[DATA SUPPLIED]
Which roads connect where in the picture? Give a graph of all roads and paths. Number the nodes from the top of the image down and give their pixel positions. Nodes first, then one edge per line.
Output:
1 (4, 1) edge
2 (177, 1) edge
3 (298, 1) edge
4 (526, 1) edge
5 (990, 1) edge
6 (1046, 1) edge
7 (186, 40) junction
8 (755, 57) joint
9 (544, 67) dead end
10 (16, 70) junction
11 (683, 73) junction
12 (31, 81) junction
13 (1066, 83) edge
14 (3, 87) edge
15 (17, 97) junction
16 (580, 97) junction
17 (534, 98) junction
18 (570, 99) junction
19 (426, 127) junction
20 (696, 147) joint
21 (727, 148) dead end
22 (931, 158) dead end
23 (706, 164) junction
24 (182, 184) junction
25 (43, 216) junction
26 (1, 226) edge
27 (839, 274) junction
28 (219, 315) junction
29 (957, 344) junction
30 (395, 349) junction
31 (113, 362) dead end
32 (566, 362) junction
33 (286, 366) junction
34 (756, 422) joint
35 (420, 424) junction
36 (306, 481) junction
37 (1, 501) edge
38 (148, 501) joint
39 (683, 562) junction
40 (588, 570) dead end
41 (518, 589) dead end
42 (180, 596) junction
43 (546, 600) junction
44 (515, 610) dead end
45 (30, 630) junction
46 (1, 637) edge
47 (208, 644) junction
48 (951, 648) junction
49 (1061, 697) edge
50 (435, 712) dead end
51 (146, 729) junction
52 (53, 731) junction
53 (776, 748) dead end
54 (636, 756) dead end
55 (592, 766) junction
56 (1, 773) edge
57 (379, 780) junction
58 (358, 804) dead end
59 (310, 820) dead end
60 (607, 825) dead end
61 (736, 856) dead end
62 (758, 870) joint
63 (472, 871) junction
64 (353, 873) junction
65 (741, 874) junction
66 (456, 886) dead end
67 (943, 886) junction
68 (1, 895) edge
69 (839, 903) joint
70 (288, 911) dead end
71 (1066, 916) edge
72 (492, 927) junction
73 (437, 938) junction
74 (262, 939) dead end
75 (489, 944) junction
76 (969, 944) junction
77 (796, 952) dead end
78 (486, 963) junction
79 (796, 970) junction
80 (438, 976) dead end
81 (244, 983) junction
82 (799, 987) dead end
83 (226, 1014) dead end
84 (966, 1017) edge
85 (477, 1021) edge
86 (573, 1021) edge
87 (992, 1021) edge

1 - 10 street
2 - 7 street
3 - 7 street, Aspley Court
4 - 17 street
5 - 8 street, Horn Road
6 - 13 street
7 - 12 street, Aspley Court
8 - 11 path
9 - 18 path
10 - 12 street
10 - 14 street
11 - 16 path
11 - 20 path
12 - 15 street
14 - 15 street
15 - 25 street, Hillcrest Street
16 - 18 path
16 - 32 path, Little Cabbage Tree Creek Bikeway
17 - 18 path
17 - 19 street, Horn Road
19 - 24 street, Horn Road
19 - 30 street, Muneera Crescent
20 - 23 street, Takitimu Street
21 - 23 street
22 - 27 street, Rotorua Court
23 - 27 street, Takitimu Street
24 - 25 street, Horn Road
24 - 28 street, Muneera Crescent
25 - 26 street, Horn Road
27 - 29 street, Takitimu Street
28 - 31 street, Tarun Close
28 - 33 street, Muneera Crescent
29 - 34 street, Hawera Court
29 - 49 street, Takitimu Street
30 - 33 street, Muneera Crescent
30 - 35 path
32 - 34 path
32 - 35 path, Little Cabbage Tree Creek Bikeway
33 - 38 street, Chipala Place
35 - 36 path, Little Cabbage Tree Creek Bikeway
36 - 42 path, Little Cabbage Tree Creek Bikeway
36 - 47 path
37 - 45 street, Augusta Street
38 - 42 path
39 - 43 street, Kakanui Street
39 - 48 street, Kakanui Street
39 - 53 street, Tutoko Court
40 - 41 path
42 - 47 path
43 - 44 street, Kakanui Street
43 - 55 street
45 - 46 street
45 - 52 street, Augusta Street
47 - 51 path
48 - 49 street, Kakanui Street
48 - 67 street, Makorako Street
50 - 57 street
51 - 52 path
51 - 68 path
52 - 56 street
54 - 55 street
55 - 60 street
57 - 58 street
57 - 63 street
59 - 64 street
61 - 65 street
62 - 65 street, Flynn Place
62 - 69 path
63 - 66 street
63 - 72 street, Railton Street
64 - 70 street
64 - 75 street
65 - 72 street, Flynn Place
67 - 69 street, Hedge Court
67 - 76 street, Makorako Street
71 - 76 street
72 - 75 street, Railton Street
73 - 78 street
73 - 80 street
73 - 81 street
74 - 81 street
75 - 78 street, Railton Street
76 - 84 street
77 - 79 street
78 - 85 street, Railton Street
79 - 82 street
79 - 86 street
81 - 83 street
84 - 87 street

[EXERCISE DIRECTIONS] All the lines above should be written out once more, exactly.

[RESULT OF THIS EXERCISE]
Which roads connect where in the picture? Give a graph of all roads and paths. Number the nodes from the top of the image down and give their pixel positions. Nodes first, then one edge per line.
Output:
1 (4, 1) edge
2 (177, 1) edge
3 (298, 1) edge
4 (526, 1) edge
5 (990, 1) edge
6 (1046, 1) edge
7 (186, 40) junction
8 (755, 57) joint
9 (544, 67) dead end
10 (16, 70) junction
11 (683, 73) junction
12 (31, 81) junction
13 (1066, 83) edge
14 (3, 87) edge
15 (17, 97) junction
16 (580, 97) junction
17 (534, 98) junction
18 (570, 99) junction
19 (426, 127) junction
20 (696, 147) joint
21 (727, 148) dead end
22 (931, 158) dead end
23 (706, 164) junction
24 (182, 184) junction
25 (43, 216) junction
26 (1, 226) edge
27 (839, 274) junction
28 (219, 315) junction
29 (957, 344) junction
30 (395, 349) junction
31 (113, 362) dead end
32 (566, 362) junction
33 (286, 366) junction
34 (756, 422) joint
35 (420, 424) junction
36 (306, 481) junction
37 (1, 501) edge
38 (148, 501) joint
39 (683, 562) junction
40 (588, 570) dead end
41 (518, 589) dead end
42 (180, 596) junction
43 (546, 600) junction
44 (515, 610) dead end
45 (30, 630) junction
46 (1, 637) edge
47 (208, 644) junction
48 (951, 648) junction
49 (1061, 697) edge
50 (435, 712) dead end
51 (146, 729) junction
52 (53, 731) junction
53 (776, 748) dead end
54 (636, 756) dead end
55 (592, 766) junction
56 (1, 773) edge
57 (379, 780) junction
58 (358, 804) dead end
59 (310, 820) dead end
60 (607, 825) dead end
61 (736, 856) dead end
62 (758, 870) joint
63 (472, 871) junction
64 (353, 873) junction
65 (741, 874) junction
66 (456, 886) dead end
67 (943, 886) junction
68 (1, 895) edge
69 (839, 903) joint
70 (288, 911) dead end
71 (1066, 916) edge
72 (492, 927) junction
73 (437, 938) junction
74 (262, 939) dead end
75 (489, 944) junction
76 (969, 944) junction
77 (796, 952) dead end
78 (486, 963) junction
79 (796, 970) junction
80 (438, 976) dead end
81 (244, 983) junction
82 (799, 987) dead end
83 (226, 1014) dead end
84 (966, 1017) edge
85 (477, 1021) edge
86 (573, 1021) edge
87 (992, 1021) edge

1 - 10 street
2 - 7 street
3 - 7 street, Aspley Court
4 - 17 street
5 - 8 street, Horn Road
6 - 13 street
7 - 12 street, Aspley Court
8 - 11 path
9 - 18 path
10 - 12 street
10 - 14 street
11 - 16 path
11 - 20 path
12 - 15 street
14 - 15 street
15 - 25 street, Hillcrest Street
16 - 18 path
16 - 32 path, Little Cabbage Tree Creek Bikeway
17 - 18 path
17 - 19 street, Horn Road
19 - 24 street, Horn Road
19 - 30 street, Muneera Crescent
20 - 23 street, Takitimu Street
21 - 23 street
22 - 27 street, Rotorua Court
23 - 27 street, Takitimu Street
24 - 25 street, Horn Road
24 - 28 street, Muneera Crescent
25 - 26 street, Horn Road
27 - 29 street, Takitimu Street
28 - 31 street, Tarun Close
28 - 33 street, Muneera Crescent
29 - 34 street, Hawera Court
29 - 49 street, Takitimu Street
30 - 33 street, Muneera Crescent
30 - 35 path
32 - 34 path
32 - 35 path, Little Cabbage Tree Creek Bikeway
33 - 38 street, Chipala Place
35 - 36 path, Little Cabbage Tree Creek Bikeway
36 - 42 path, Little Cabbage Tree Creek Bikeway
36 - 47 path
37 - 45 street, Augusta Street
38 - 42 path
39 - 43 street, Kakanui Street
39 - 48 street, Kakanui Street
39 - 53 street, Tutoko Court
40 - 41 path
42 - 47 path
43 - 44 street, Kakanui Street
43 - 55 street
45 - 46 street
45 - 52 street, Augusta Street
47 - 51 path
48 - 49 street, Kakanui Street
48 - 67 street, Makorako Street
50 - 57 street
51 - 52 path
51 - 68 path
52 - 56 street
54 - 55 street
55 - 60 street
57 - 58 street
57 - 63 street
59 - 64 street
61 - 65 street
62 - 65 street, Flynn Place
62 - 69 path
63 - 66 street
63 - 72 street, Railton Street
64 - 70 street
64 - 75 street
65 - 72 street, Flynn Place
67 - 69 street, Hedge Court
67 - 76 street, Makorako Street
71 - 76 street
72 - 75 street, Railton Street
73 - 78 street
73 - 80 street
73 - 81 street
74 - 81 street
75 - 78 street, Railton Street
76 - 84 street
77 - 79 street
78 - 85 street, Railton Street
79 - 82 street
79 - 86 street
81 - 83 street
84 - 87 street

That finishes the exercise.